The Italian Scientific Society of Oxygen-Ozone Therapy (SIOOT), in Bergamo (Italy), suggests using a range of O3 concentration from 10 to 50 µg/ml (very rarely 60–80 µg/ml) in different approaches (or administration routes), with which O3 is introduced into the patient body: minor autohemotherapy, infiltration of ozonated blood, major autohemotherapy, rectal ozone, topical ozone in lipophilic media, ozonated water or oil. In the oxygen-ozone major autohemotherapy (O2-O3-MAHT), where usually the concentration of 45 µg/ml O3 (in the O2-O3 gaseous mixture) is introduced in the autologous blood (200 ml), previously withdrawn in a sterile bag and then reintroduced, the “actual” concentration of O3 entering the blood depends on the medium (plasma water) and on blood temperature (about 37°C). So, following Henry’s law, if in air there is 1% O3 = 7.824 µg/ml O3 at 25°C, then 45 µg/ml of O3 in the preparation mixture is the equivalent of 5.75% O3 (weight), yet in water and at 37°C the O3 concentration should drop to less than 8 µg/ml, actually amounting to 7.165 µg/ml [27].

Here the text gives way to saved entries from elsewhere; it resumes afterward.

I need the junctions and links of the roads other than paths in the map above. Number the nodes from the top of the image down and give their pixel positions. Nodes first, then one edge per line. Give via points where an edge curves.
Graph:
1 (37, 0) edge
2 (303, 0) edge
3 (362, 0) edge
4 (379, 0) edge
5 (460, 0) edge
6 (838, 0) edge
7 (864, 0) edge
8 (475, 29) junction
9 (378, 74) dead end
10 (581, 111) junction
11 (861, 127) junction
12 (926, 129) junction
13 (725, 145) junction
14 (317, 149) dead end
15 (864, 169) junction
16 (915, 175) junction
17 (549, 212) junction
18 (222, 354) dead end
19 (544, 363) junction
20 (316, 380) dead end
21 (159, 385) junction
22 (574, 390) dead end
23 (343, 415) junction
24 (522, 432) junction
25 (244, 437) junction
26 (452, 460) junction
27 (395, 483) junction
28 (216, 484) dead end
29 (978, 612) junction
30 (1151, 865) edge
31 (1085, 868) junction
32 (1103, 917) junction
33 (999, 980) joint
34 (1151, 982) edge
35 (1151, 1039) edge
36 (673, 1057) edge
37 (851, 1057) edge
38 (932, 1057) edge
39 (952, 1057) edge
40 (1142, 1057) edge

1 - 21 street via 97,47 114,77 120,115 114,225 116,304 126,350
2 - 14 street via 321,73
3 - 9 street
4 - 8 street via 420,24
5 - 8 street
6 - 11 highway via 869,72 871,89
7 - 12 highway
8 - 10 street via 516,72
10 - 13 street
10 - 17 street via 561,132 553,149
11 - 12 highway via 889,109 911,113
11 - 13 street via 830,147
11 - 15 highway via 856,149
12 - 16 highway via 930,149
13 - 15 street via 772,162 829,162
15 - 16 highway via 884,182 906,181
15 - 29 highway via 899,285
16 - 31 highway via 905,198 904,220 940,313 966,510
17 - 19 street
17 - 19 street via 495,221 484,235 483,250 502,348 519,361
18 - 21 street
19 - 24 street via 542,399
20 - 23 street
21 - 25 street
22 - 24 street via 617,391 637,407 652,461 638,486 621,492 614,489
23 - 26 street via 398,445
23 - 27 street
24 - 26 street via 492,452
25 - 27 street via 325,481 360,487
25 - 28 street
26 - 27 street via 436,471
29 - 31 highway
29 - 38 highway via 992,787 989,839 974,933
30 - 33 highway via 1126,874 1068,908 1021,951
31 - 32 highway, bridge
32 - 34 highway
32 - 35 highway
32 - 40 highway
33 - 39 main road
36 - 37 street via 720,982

In line with the current recommendations of scientific societies, and thanks to appropriately developed guidelines regarding the methodology of treatments and the quality of devices for generating O3, O3 therapy may in the future play a significant role in the treatment of chronic wounds, constituting a safe and effective alternative method of treating DFS, especially in the light of the growing resistance of pathogenic bacteria to the antibiotics used [4, 5, 14].

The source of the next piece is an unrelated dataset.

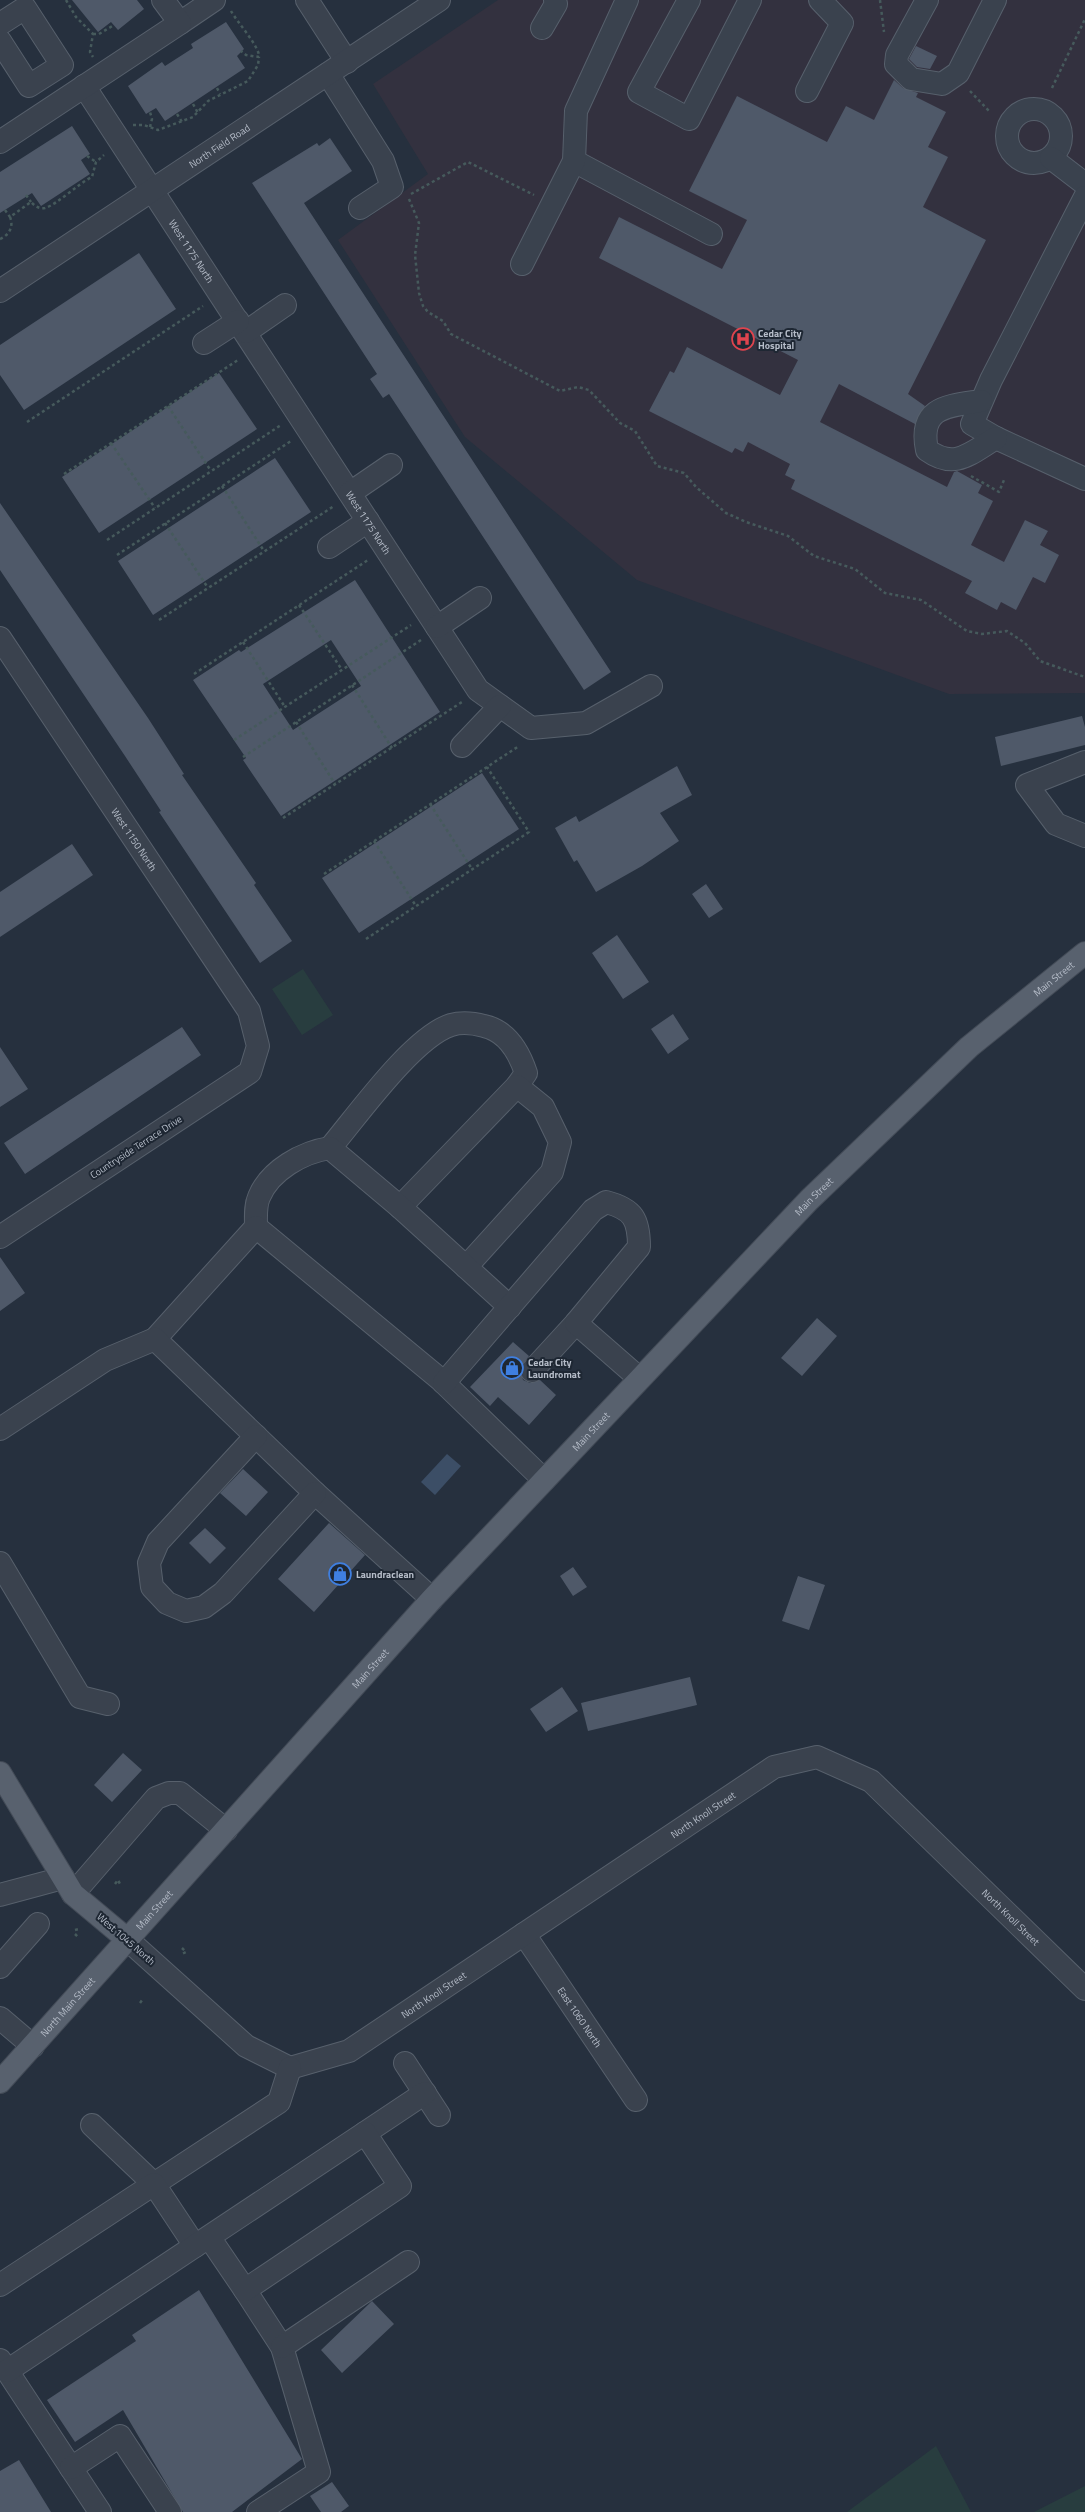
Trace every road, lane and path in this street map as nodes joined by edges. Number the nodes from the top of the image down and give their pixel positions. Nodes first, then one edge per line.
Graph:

Therefore, in order to introduce O3 therapy into the set of routine treatment methods for DFS, it is necessary to conduct multi-centre, randomized, double-blind clinical trials on large patient populations, in order to clearly determine the optimal concentrations and duration of exposure to O3 and, consequently, develop the standardization of recommendations and clinical practice guidelines in this regard.
The strength of the study is the collection of complete data and the controlled course of the study, which allows obtaining reliable results. Although this is a pilot study, it initially confirmed the clinical usefulness of local ozone therapy treatments in the management of DFS, which is generally very resistant to previously used treatment methods. The data presented in this study indicate that ozone therapy as a form of local treatment of infected skin wounds which deserves further research as an alternative to traditional therapies due to its potentially high therapeutic effectiveness, lack of significant side effects and relatively low cost of treatment. The authors believe that supportive treatment using local ozone application, after confirming the presented preliminary results in randomized trials on larger patient populations, will in the future constitute an element of comprehensive therapeutic treatment for patients with diabetic foot syndrome.
The study has some limitations. Firstly, it is a pilot study (with a limited number of patients studied), while prospective randomized controlled studies provide stronger evidence. Secondly, the study was conducted at a single centre. Lastly, our follow-up period was limited to 10 weeks, and longer-term follow-up would be of greater significance. The study is characterized by absence of a control group of patients, which would have allowed for comparison with patients of similar characteristics treated with the use of routine methods. It seems that the value of the conducted research would also be increased by a comparison of neuropathic and ischemic foot ulcers, which was not possible in this study due to the limited sample size. The sample size was not calculated in the analyzed group of patients. The study also did not include the analysis of previous standards of care.
Conclusions
The study reported here investigated the short-term effects of local O3 therapy in the treatment of DFS, depending on the ozone dose concentration. Higher doses of O3 resulted in faster healing of ulcers and reduced pain. The possibility of using higher O3 dose concentrations is therefore worth considering because the results appear to be encouraging. Therefore, promoting the clinical use of O3 therapy in the treatment of DFS is justified.